OMG I read on FB that glitter is destroying the world and we should ban it!!1!
As someone who cares a lot about the ocean, I initially thought that sounded reasonable. As someone with an education and access to the internet, I know that “sounds reasonable” isn’t enough. So I did some research, checked the numbers, and came to a conclusion: trying to ban glitter is a waste of time and effort. This is why:
Marine plastics, including microplastics, are a major problem in the ocean. So why are we still using glitter? Because
- We’re not wearing glitter to a beach (or forest) where there is serious MOOP danger! If you are reading this outdoors, don’t wear glitter while you read it.
- The marine plastics problem is way too big and serious to waste any more time talking about glitter.
Every year, 8 to 25 billion pounds of plastic enter the ocean. This is a problem because not only can plastics directly kill animals, they give off all sorts of nasty chemicals as they break down.

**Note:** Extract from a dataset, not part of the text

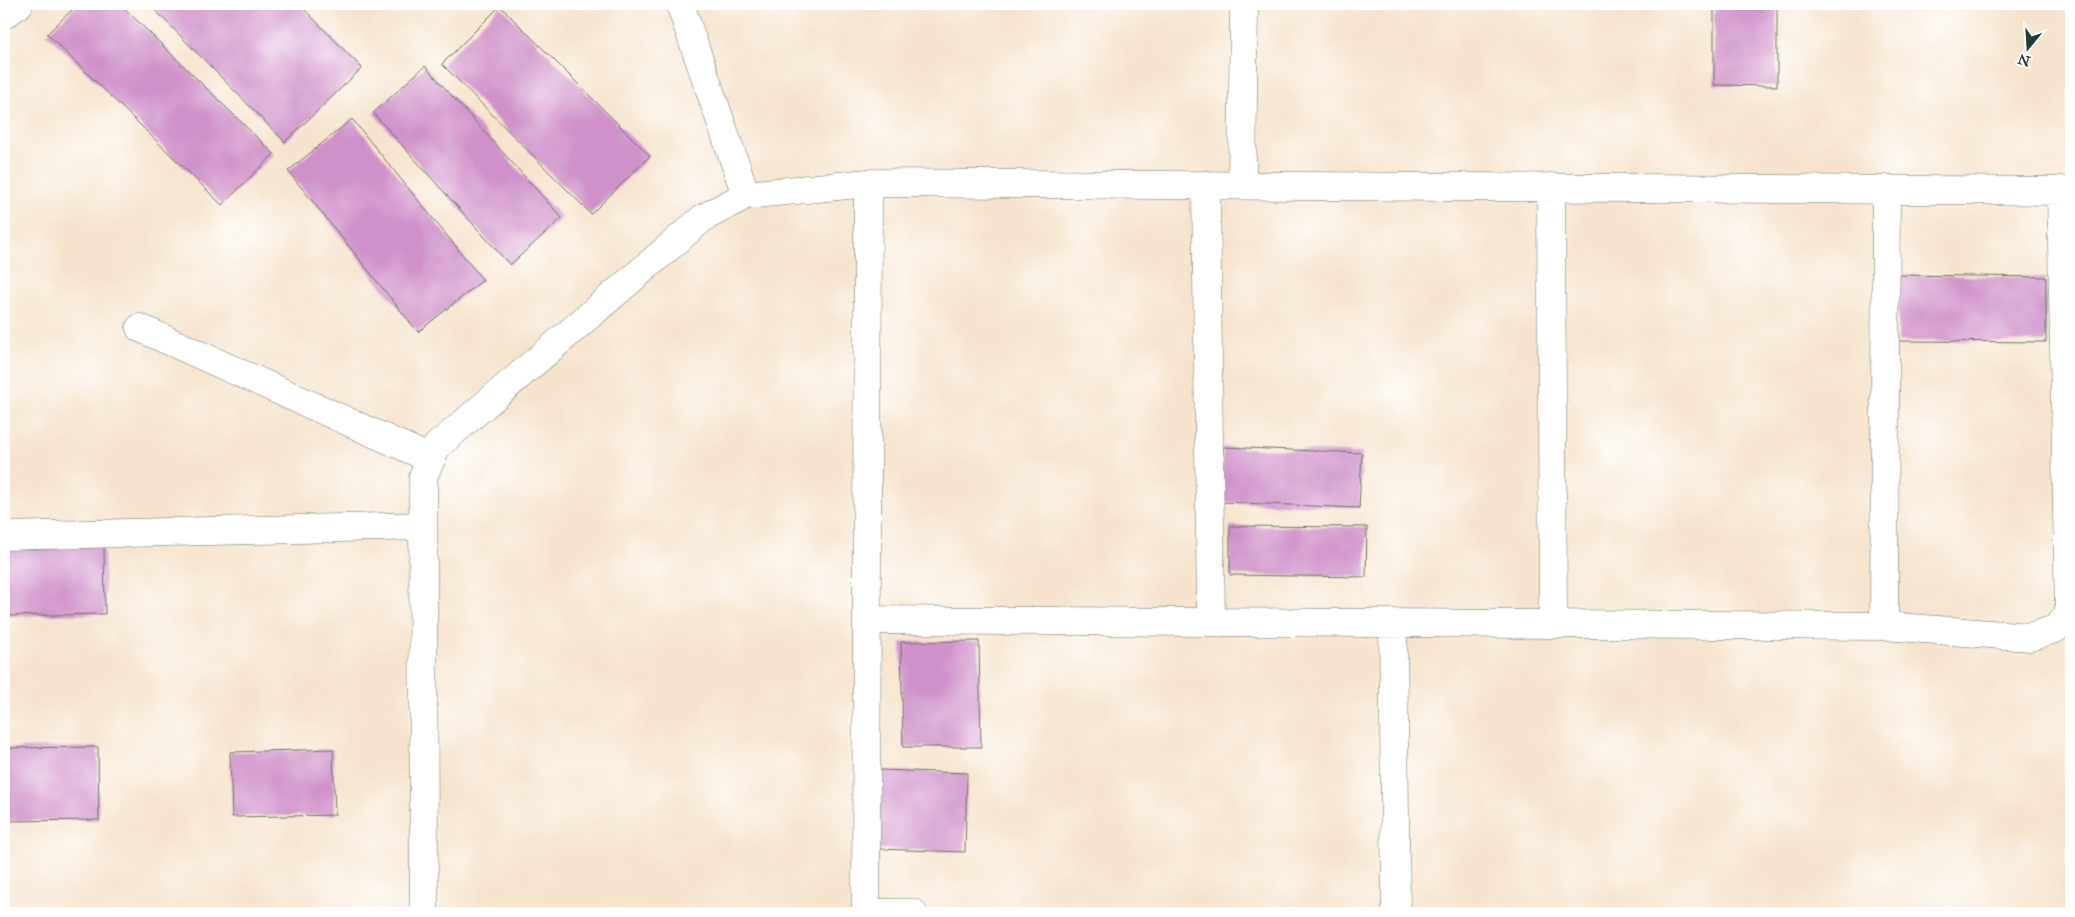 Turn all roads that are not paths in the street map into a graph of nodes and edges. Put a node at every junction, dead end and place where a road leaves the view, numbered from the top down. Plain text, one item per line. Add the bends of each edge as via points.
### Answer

Every year, the world produces around ten millions pounds of glitter. If every single piece of glitter went into the ocean (it doesn’t), that would represent between 0.38 and 1.13% of the plastic pollution. If 10% of all glitter went into the ocean (still a crazy high estimate), that would represent less than 0.004% of all ocean plastics.
To put that in perspective, this is like trying to lose weight by removing a single grain of sugar from every cake you eat.
Don’t be fooled by slacktivism. Don’t be fooled by feel-good environmentalism. How can you really help? Participate in beach cleanups, recycle more plastic, use less plastic, don’t buy over-packaged products, don’t use disposable water bottles, don’t litter, and educate yourself and others.
This work, like all science, is subject to correction. If you have a better source for any of these numbers, or if you disagree with my calculation methods, please tell me about it!
How much plastic is there in the ocean?
The amount of plastic in the ocean can be estimated, but nobody really knows for sure. Fortunately, there’s a paper in Science (Jambeck et. al. 2015) that provides the estimate of 4.8 to 12.7 metric tons for the year 2010. One metric ton is 2204.62 pounds, so we’re talking between 8.8 and 26.4 billion pounds per year.
How much glitter is there in the ocean?
That’s hard to determine. What if every single piece of glitter that was manufactured each year went into the ocean? Wikipedia says the world produced about 10 million pounds of glitter each year. I don’t like using Wikipedia as a source, but here is an independent calculation with the same conclusion. That would make glitter 0.004% to 0.009%.
That’s not very much, and it’s pretty unrealistic to imagine that all the glitter goes into the ocean. Let’s imagine that 10% goes in, which is still probably too high. In that case, the numbers are 0.0004% to 0.0009%. That’s less than one thousandth of a percent.
How much is that really?
To put these numbers in perspective, think about cake. Imagine that to lose weight, you decide to remove a single grain of sugar from each cake you eat.
A single grain of sugar is about 1 cubic millimeter. A cup holds 236,588 cubic millimeters, so let’s say that a cup holds 236,588 grains of sugar. A decent cake requires at least three cups, so that’s 709,764 grains. Removing a single grain of sugar would decrease your consumption by 0.00014%, which is the order of magnitude we’re dealing with here.
But doesn’t every little bit help?
In theory, maybe. Have you ever tried to save up for a vacation by putting a penny aside every day? After a decade, you’d have almost $37! It’s about as helpful as the cake example above.
But every minute (or dollar) that we spend trying to do something like ban glitter is a minute (or dollar) that could be spent doing something useful for the environment. Furthermore, people get “compassion fatigue” because there are only so many things you can care about at any given time. Choose wisely.
So what should I do?
If you’re going to be in a natural environment, don’t use plastic glitter. Just don’t. You can now buy biodegradable glitter online so that you can sparkly on the beach or in a forest or wherever it is you wear glitter.
The rest of the time, use common sense and don’t pour glitter down the drain (because then you risk clogging the drain, and nobody wants to deal with that).
Things that actually help: Participate in beach cleanups, recycle more plastic, use less plastic, don’t buy over-packaged products, don’t use disposable water bottles, don’t litter, and educate yourself and others.